|Gov. Quinn signs the bill.|
Edelman's talk, which he gave at the Aspen Ideas Festival on Tuesday, June 28, is a narrative of how Stand for Children systematically chose its political allies in the Illinois, invested over $600,000 in nine state legislative races, raised another $3 million, and exacted concession after concession from the state's teachers unions. At first, he explains, Stand saw an opportunity when the Illinois Federation of Teachers turned against all-powerful House Speaker Michael Madigan over Madigan's passage of pension reforms in 2010. The IFT had been a reliable supporter of the Speaker and many of his supporters in the legislature, but it withheld all its endorsements that year from those who had voted for the pension bill. Guessing presciently that Madigan and his House Democrats wouldn't be caught up in the national Republican wave of that year, Edelman decided to position Stand for Children on his side, hoping to curry favor post-election.
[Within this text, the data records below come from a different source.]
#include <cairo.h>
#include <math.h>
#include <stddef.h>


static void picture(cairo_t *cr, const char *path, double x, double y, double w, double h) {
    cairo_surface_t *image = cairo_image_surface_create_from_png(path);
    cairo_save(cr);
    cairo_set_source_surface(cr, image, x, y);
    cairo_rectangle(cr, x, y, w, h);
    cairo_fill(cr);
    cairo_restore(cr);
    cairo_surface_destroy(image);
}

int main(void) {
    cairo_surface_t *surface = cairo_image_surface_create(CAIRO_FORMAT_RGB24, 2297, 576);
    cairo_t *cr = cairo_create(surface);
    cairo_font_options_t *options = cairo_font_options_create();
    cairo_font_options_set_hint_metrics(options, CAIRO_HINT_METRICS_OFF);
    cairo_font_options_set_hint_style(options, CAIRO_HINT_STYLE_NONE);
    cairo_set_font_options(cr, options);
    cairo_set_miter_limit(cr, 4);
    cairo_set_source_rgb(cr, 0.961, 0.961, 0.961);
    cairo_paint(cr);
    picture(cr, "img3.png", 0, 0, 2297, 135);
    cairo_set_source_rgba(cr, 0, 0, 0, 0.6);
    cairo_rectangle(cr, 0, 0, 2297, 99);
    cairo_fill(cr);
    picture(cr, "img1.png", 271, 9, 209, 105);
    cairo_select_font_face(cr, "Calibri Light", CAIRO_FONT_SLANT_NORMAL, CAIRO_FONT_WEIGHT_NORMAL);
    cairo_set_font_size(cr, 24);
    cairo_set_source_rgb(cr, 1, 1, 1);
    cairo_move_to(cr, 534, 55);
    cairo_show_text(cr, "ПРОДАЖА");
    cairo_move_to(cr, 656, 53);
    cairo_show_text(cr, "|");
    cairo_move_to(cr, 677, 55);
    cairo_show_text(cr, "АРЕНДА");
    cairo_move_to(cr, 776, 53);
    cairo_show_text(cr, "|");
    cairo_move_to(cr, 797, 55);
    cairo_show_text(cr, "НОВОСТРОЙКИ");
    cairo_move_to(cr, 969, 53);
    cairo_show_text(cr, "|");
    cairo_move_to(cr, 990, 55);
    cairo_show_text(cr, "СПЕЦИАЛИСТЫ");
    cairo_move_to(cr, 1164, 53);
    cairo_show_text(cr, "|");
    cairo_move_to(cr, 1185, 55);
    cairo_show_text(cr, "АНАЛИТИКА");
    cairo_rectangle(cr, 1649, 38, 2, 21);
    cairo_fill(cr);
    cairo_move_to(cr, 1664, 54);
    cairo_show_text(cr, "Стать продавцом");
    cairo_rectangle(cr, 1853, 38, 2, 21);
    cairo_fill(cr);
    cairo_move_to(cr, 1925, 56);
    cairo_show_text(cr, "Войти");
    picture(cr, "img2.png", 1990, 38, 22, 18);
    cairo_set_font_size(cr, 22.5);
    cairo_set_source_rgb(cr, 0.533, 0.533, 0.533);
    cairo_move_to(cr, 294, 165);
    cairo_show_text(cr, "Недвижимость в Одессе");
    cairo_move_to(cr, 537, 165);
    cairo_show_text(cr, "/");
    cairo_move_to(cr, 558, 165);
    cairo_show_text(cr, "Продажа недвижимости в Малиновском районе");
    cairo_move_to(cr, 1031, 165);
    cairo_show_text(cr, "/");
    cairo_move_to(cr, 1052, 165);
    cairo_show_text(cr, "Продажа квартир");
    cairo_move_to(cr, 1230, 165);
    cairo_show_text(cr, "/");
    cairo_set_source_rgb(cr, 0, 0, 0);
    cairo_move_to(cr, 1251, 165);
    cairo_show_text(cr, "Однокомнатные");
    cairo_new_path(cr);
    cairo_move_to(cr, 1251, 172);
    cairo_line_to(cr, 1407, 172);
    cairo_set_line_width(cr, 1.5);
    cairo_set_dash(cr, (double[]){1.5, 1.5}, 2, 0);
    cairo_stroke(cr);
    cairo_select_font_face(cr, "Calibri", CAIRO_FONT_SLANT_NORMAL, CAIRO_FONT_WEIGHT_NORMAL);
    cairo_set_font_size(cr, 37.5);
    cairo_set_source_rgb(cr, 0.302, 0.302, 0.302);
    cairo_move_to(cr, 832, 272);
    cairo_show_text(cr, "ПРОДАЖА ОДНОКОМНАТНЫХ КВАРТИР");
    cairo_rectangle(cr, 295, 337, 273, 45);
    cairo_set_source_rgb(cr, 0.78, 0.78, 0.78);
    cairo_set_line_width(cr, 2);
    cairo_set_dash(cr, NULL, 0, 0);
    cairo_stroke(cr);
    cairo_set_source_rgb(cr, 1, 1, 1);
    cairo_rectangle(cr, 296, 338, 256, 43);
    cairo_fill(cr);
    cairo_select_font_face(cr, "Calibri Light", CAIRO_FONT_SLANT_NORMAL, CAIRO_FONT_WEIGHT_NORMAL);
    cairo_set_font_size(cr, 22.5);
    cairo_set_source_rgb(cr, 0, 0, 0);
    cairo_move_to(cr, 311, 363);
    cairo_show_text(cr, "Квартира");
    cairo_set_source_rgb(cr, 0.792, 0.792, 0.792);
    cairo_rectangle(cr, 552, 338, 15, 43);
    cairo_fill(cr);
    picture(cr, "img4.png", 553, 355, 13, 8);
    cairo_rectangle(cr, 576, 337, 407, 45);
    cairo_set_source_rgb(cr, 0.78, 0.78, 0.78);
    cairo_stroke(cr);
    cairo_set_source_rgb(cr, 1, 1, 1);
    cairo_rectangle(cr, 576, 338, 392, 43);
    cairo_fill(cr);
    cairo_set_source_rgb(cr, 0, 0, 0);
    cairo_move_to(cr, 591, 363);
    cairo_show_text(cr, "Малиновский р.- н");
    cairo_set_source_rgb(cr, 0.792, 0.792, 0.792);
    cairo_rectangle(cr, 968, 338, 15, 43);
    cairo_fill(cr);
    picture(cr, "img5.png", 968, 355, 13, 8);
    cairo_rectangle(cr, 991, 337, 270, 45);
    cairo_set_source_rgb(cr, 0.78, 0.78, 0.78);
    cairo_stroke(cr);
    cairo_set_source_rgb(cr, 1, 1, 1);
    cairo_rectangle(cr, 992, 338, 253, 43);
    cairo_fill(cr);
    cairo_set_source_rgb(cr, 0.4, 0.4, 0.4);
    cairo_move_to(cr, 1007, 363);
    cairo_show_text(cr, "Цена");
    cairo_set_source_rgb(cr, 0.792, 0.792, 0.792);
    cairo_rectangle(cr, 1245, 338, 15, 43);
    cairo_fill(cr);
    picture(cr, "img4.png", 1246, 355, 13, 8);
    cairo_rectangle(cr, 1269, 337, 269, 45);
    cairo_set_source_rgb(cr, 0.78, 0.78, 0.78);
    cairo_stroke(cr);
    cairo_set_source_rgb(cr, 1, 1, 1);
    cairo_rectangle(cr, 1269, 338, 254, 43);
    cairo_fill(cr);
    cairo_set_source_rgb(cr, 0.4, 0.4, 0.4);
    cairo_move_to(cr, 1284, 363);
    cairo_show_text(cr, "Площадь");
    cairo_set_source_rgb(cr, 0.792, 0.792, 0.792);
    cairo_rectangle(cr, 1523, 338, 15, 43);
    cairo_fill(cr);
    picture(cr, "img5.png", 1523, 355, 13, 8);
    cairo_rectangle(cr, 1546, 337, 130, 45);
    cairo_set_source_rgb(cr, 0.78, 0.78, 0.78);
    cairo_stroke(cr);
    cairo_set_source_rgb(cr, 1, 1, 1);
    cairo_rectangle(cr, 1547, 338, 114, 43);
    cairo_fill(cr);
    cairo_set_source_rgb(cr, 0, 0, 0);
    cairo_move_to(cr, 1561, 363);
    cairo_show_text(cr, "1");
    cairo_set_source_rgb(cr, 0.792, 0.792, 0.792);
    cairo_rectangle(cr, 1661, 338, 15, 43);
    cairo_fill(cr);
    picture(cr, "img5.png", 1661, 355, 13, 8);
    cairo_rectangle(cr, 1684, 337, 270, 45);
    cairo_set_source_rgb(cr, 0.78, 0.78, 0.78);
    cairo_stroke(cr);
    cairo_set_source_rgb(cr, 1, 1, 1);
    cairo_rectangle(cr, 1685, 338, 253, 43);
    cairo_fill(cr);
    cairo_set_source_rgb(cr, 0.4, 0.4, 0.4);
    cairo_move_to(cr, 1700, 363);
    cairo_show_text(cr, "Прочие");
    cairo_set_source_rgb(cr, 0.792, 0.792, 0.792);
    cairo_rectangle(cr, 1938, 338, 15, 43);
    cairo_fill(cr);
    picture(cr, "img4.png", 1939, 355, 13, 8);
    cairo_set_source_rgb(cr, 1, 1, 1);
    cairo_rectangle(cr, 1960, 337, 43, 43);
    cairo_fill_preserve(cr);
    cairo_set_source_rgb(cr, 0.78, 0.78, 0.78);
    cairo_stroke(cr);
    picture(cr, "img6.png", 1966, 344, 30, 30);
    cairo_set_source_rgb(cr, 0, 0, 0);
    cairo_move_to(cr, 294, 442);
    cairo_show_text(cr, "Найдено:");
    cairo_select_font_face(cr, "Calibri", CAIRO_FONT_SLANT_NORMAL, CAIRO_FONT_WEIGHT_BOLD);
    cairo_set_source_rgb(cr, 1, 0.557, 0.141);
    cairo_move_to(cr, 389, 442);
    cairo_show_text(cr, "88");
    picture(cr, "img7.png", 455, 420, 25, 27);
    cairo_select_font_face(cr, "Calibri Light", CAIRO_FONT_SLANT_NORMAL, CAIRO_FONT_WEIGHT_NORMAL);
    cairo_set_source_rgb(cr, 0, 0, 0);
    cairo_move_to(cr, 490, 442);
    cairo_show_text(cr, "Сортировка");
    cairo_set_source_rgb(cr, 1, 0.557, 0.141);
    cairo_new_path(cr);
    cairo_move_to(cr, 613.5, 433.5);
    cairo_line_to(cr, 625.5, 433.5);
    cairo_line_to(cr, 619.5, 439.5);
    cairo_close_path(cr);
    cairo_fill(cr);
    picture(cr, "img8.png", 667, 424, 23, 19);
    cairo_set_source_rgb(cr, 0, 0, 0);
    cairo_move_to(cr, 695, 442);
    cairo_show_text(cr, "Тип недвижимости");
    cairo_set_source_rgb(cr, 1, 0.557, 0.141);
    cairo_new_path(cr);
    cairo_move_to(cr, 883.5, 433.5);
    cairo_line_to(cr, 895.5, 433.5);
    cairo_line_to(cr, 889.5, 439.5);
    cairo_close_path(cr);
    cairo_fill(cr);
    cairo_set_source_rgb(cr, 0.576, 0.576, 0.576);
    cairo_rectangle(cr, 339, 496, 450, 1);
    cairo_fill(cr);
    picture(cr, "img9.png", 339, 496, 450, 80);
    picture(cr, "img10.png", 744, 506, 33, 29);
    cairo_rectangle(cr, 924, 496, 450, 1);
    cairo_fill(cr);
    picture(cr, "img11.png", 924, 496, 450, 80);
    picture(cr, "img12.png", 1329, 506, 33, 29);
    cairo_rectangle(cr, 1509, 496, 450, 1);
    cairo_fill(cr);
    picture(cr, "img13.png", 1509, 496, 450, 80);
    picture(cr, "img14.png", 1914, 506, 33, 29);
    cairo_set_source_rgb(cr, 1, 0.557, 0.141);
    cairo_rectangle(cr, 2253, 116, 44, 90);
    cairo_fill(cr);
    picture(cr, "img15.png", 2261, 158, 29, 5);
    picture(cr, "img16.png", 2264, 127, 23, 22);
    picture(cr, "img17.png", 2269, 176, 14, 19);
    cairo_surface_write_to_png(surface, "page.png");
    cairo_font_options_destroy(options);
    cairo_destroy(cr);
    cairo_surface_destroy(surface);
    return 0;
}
In response to the growing criticism of his talk, Edelman sent an apology to [Fred] Klonsky and other bloggers who posted the video. He chides himself for a tone he describes as "arrogant," and says that he portrayed the debate more as an "us-vs.-them" competition rather than the collaboration that he now insists it actually was. Meanwhile, some of the wronged parties from the video are saying their piece. In a post on Catalyst Chicago, an education blog, a CTU spokeswoman argues that the union will in fact be able to meet the 75 percent threshold required to strike. “We would not have agreed with this if we did not believe that we had a viable option in collective bargaining,” she said.
And in an email message reprinted on Klonsky's blog, incoming president of the Illinois Education Association Cinda Klickna said that "most" of the video "is an absolute lie."
Unions respond to Edelman
Here the IEA's response to the Edelman video:
Despite building the state’s largest political war chest and suggesting his organization had the power to “potentially jam this proposal down [the education unions’] throats,” SfC failed to get its bill passed. Instead, SfC was forced to collaborate with a coalition of education employee unions, lawmakers, school administrators and other education stakeholders who had been working together for years, on a comprehensive reform package that puts students first. -- Read the entire IEA statement here.
|Union table at the negotiations.|
FOR IMMEDIATE RELEASE
Statement from the Illinois Federation of Teachers, the Illinois Education Association, and the Chicago Teachers Union, regarding the comments by Stand for Children's CEO, Jonah Edelman, recorded at the Aspen Ideas Festival.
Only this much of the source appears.